Netflix UK TV review: Narcos Season 2 (Episode 5, 6 and 7)
Chris Bryant | On 10, Sep 2017Reading time: 2 mins
Warning: This contains spoilers. Not seen Narcos Season 3? Read our spoiler-free review of the opening episode.
With Gilberto imprisoned, things should be looking up for the ‘good guys’ of Narcos. When Episode 5 opens with another political warning about placating the Cartel, rather than fighting them, Pena looks unimpressed, but just this once, the warnings might’ve been right.

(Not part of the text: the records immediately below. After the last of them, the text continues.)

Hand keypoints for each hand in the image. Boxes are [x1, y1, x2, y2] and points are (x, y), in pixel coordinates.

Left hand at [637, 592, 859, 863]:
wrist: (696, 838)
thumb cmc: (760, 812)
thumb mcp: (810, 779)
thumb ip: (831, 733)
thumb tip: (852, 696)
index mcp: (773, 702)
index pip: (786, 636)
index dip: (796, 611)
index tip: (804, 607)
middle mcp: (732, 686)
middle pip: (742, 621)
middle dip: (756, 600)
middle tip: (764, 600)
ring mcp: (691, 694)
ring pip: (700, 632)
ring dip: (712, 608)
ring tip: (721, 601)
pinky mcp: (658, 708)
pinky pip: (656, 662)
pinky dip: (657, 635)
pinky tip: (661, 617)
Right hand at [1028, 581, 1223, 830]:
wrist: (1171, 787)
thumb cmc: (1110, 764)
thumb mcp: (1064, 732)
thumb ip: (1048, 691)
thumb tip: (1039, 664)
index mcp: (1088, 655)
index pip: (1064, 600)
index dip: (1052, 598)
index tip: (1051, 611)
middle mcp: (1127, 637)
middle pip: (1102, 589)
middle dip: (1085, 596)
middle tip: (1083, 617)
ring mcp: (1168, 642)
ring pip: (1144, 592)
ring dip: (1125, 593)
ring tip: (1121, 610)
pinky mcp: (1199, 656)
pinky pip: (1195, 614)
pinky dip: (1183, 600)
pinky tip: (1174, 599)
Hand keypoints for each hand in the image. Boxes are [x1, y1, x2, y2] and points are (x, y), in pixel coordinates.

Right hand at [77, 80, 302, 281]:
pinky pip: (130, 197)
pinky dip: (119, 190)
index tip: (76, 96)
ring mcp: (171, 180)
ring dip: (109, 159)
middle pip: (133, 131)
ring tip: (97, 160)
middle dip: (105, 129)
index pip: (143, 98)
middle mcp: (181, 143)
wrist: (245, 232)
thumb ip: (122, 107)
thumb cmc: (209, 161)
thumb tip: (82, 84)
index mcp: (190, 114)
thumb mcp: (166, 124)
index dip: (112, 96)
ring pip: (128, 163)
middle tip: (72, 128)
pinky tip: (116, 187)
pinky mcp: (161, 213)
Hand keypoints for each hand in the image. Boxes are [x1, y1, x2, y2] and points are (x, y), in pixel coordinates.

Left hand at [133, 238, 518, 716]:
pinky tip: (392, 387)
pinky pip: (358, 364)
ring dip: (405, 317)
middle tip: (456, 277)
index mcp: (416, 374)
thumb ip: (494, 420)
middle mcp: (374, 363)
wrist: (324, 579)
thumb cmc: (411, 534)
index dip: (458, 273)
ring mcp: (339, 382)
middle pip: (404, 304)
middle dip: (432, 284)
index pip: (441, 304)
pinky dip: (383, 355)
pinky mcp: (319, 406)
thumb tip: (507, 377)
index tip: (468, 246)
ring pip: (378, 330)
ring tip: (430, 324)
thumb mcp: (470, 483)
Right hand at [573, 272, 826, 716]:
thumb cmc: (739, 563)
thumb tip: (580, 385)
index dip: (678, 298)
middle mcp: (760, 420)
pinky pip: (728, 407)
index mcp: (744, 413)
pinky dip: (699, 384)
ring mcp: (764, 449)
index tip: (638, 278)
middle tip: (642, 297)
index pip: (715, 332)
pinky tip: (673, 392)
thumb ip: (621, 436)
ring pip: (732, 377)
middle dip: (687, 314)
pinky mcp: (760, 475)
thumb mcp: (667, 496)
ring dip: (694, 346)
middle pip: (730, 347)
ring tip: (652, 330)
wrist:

Jorge continues being the most gripping character in the show. Mathias Valera’s diligent but conflicted security expert ends up circumventing his own system to contact the DEA. Constantly in deeper than he expected, Jorge’s quick-thinking is endlessly watchable in a show as tense as Narcos. In addition to his dual loyalties, Jorge is often paired with David throughout these episodes. Arturo Castro (Broad City) steps into the spotlight, as Miguel’s caring, but unpredictable son. Ready for violence at a moment’s notice, David is a dangerous character to have around, especially when you’re feeding information to the DEA.
Splitting time between the extremes of scheming and violence, Narcos produces some of its best work during this mid-season period. Between an abandoned house raid in Episode 7 and the all-out war of Episode 6’s nightclub shootout – when not placing the DEA and Cali Cartel face-to-face, Netflix’s immersive drama shows them peacefully plotting in safe-houses and often partying, without ever dropping the tension level. With bullet-casings and kilos of cocaine littering the establishing shots, the suspense hits a high-point during Jorge’s first call to the DEA. It’s a scene that perfectly captures the endless paranoia that unites both sides, without a weapon or threat being wielded.
With Chris and Daniel sticking tightly with Jorge as their best option, Pena himself spends most of Episodes 6 and 7 hoping to turn Franklin the money launderer against his clients. After an exciting game of cat-and-mouse regarding Franklin’s wife, it’s not long before the Cartel react strategically to their freedom being threatened. While it seems to show how easily the Cartel can strike fear into anyone, it’s also a chance to see Pedro Pascal’s DEA hero doing some old-fashioned DEA work, as opposed to sighing at politicians and schemers (which is, of course, equally enjoyable).
These three episodes represent some of the highlights of Season 3 so far, especially in the high levels of action present. While the Cartel remains on top, the DEA have certainly hammered some cracks into their exterior. But with the Rodriguez brothers in hiding or in jail, the Cartel is now being guided by some far more trigger-happy (and chainsaw-happy) Gentlemen of Cali.
Having barely escaped the DEA and now having started a war with the North Valley Cartel, things are only going to get bloodier.
Narcos Season 1 to 3 are available on Netflix UK, as part of an £8.99 monthly subscription.